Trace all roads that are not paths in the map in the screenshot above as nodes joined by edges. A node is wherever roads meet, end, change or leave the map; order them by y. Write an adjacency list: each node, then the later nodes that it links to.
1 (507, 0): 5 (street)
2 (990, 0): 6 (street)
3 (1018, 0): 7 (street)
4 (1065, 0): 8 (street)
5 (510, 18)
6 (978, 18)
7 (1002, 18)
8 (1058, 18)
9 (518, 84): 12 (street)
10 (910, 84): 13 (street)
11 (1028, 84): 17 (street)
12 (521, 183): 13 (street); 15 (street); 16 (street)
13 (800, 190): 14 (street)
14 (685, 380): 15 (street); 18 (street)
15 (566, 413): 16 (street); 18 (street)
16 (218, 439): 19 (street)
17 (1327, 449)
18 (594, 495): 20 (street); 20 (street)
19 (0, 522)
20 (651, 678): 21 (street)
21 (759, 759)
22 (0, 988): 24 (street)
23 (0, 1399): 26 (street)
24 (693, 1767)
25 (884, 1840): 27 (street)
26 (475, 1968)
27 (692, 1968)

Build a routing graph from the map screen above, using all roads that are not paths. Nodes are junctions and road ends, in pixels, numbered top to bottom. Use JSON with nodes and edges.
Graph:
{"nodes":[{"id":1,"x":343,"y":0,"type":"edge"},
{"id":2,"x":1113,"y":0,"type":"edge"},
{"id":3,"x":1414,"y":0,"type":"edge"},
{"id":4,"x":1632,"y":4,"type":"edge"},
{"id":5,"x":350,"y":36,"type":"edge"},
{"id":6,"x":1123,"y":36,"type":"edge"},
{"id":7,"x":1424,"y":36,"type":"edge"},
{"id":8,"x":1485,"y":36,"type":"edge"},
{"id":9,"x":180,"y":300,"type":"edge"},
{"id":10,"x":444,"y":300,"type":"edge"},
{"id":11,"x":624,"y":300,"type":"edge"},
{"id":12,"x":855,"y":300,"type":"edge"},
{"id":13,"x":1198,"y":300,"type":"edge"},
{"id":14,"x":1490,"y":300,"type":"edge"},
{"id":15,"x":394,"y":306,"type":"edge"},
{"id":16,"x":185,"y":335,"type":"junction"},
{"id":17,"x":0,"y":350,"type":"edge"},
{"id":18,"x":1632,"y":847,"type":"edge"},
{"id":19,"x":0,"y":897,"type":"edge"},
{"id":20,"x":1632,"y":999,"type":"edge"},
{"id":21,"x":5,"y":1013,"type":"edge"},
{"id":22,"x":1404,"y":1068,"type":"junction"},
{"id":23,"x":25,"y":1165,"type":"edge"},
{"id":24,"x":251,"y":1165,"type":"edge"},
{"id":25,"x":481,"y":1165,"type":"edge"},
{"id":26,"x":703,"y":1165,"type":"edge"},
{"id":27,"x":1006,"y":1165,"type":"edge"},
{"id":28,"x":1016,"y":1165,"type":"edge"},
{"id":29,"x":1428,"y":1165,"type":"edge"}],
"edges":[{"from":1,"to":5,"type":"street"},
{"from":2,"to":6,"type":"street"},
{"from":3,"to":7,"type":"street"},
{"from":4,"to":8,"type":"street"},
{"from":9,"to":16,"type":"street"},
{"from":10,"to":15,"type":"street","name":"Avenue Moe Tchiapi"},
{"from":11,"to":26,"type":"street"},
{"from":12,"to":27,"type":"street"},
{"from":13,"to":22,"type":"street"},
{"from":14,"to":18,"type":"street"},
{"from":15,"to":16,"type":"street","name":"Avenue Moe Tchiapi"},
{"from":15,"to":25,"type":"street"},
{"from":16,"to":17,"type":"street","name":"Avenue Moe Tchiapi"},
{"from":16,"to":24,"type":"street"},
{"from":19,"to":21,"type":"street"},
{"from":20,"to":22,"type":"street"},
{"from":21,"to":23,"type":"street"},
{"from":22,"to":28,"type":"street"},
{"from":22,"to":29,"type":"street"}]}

* * * * * * *

*Exercise aim*
Set down the records above once more, exactly as given.

*Response to the task*
Trace all roads that are not paths in the map in the screenshot above as nodes joined by edges. A node is wherever roads meet, end, change or leave the map; order them by y. Write an adjacency list: each node, then the later nodes that it links to.
1 (507, 0): 5 (street)
2 (990, 0): 6 (street)
3 (1018, 0): 7 (street)
4 (1065, 0): 8 (street)
5 (510, 18)
6 (978, 18)
7 (1002, 18)
8 (1058, 18)
9 (518, 84): 12 (street)
10 (910, 84): 13 (street)
11 (1028, 84): 17 (street)
12 (521, 183): 13 (street); 15 (street); 16 (street)
13 (800, 190): 14 (street)
14 (685, 380): 15 (street); 18 (street)
15 (566, 413): 16 (street); 18 (street)
16 (218, 439): 19 (street)
17 (1327, 449)
18 (594, 495): 20 (street); 20 (street)
19 (0, 522)
20 (651, 678): 21 (street)
21 (759, 759)
22 (0, 988): 24 (street)
23 (0, 1399): 26 (street)
24 (693, 1767)
25 (884, 1840): 27 (street)
26 (475, 1968)
27 (692, 1968)

Build a routing graph from the map screen above, using all roads that are not paths. Nodes are junctions and road ends, in pixels, numbered top to bottom. Use JSON with nodes and edges.
Graph:
{"nodes":[{"id":1,"x":343,"y":0,"type":"edge"},
{"id":2,"x":1113,"y":0,"type":"edge"},
{"id":3,"x":1414,"y":0,"type":"edge"},
{"id":4,"x":1632,"y":4,"type":"edge"},
{"id":5,"x":350,"y":36,"type":"edge"},
{"id":6,"x":1123,"y":36,"type":"edge"},
{"id":7,"x":1424,"y":36,"type":"edge"},
{"id":8,"x":1485,"y":36,"type":"edge"},
{"id":9,"x":180,"y":300,"type":"edge"},
{"id":10,"x":444,"y":300,"type":"edge"},
{"id":11,"x":624,"y":300,"type":"edge"},
{"id":12,"x":855,"y":300,"type":"edge"},
{"id":13,"x":1198,"y":300,"type":"edge"},
{"id":14,"x":1490,"y":300,"type":"edge"},
{"id":15,"x":394,"y":306,"type":"edge"},
{"id":16,"x":185,"y":335,"type":"junction"},
{"id":17,"x":0,"y":350,"type":"edge"},
{"id":18,"x":1632,"y":847,"type":"edge"},
{"id":19,"x":0,"y":897,"type":"edge"},
{"id":20,"x":1632,"y":999,"type":"edge"},
{"id":21,"x":5,"y":1013,"type":"edge"},
{"id":22,"x":1404,"y":1068,"type":"junction"},
{"id":23,"x":25,"y":1165,"type":"edge"},
{"id":24,"x":251,"y":1165,"type":"edge"},
{"id":25,"x":481,"y":1165,"type":"edge"},
{"id":26,"x":703,"y":1165,"type":"edge"},
{"id":27,"x":1006,"y":1165,"type":"edge"},
{"id":28,"x":1016,"y":1165,"type":"edge"},
{"id":29,"x":1428,"y":1165,"type":"edge"}],
"edges":[{"from":1,"to":5,"type":"street"},
{"from":2,"to":6,"type":"street"},
{"from":3,"to":7,"type":"street"},
{"from":4,"to":8,"type":"street"},
{"from":9,"to":16,"type":"street"},
{"from":10,"to":15,"type":"street","name":"Avenue Moe Tchiapi"},
{"from":11,"to":26,"type":"street"},
{"from":12,"to":27,"type":"street"},
{"from":13,"to":22,"type":"street"},
{"from":14,"to":18,"type":"street"},
{"from":15,"to":16,"type":"street","name":"Avenue Moe Tchiapi"},
{"from":15,"to":25,"type":"street"},
{"from":16,"to":17,"type":"street","name":"Avenue Moe Tchiapi"},
{"from":16,"to":24,"type":"street"},
{"from":19,"to":21,"type":"street"},
{"from":20,"to":22,"type":"street"},
{"from":21,"to":23,"type":"street"},
{"from":22,"to":28,"type":"street"},
{"from":22,"to":29,"type":"street"}]}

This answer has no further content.